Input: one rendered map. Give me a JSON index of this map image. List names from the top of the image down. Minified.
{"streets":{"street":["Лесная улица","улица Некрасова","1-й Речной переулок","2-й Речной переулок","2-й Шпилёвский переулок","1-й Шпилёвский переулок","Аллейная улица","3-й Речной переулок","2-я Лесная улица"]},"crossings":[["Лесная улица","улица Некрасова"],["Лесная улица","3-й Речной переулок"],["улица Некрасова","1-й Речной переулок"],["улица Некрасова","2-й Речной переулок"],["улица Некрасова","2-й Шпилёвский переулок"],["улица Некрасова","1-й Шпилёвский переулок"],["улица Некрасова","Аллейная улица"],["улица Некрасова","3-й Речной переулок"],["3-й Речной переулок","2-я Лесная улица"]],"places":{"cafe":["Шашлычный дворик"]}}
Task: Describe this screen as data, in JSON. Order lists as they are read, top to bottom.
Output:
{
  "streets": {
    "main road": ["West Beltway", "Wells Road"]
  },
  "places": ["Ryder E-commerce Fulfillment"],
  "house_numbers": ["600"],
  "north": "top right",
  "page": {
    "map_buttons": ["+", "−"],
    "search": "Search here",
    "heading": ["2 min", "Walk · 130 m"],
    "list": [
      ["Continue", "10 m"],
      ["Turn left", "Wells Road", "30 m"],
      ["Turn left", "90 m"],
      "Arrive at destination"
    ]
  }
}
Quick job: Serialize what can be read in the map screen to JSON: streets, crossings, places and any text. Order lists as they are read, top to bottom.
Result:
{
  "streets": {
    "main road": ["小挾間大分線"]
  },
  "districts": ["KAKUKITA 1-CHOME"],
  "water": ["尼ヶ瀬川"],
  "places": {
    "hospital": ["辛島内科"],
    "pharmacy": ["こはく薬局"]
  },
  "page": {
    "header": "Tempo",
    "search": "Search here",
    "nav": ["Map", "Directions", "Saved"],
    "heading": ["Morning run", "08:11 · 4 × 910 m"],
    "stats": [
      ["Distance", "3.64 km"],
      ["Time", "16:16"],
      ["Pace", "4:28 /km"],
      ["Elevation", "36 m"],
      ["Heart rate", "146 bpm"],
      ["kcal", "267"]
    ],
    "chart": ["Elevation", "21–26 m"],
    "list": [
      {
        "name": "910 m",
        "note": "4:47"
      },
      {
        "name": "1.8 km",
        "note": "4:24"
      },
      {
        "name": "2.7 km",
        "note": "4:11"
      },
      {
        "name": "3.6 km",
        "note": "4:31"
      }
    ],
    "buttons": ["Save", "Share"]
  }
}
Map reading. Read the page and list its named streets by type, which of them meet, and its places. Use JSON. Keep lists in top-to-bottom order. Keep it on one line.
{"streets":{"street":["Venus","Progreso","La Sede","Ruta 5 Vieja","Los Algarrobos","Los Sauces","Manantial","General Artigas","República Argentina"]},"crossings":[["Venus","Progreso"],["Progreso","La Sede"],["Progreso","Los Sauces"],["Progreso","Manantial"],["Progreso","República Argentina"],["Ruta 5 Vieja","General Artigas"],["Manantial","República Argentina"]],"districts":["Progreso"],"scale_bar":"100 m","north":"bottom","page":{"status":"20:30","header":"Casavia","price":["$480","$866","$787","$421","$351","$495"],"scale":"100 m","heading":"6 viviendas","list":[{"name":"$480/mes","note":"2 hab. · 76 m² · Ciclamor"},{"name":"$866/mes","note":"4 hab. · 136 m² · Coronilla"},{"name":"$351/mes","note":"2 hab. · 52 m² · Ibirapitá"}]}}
★ ★ ★ ★ ★
* **WORK ORDER**: State the number of lines in the data that carry "screen", and add nothing to it.

* **FINAL ANSWER**: 2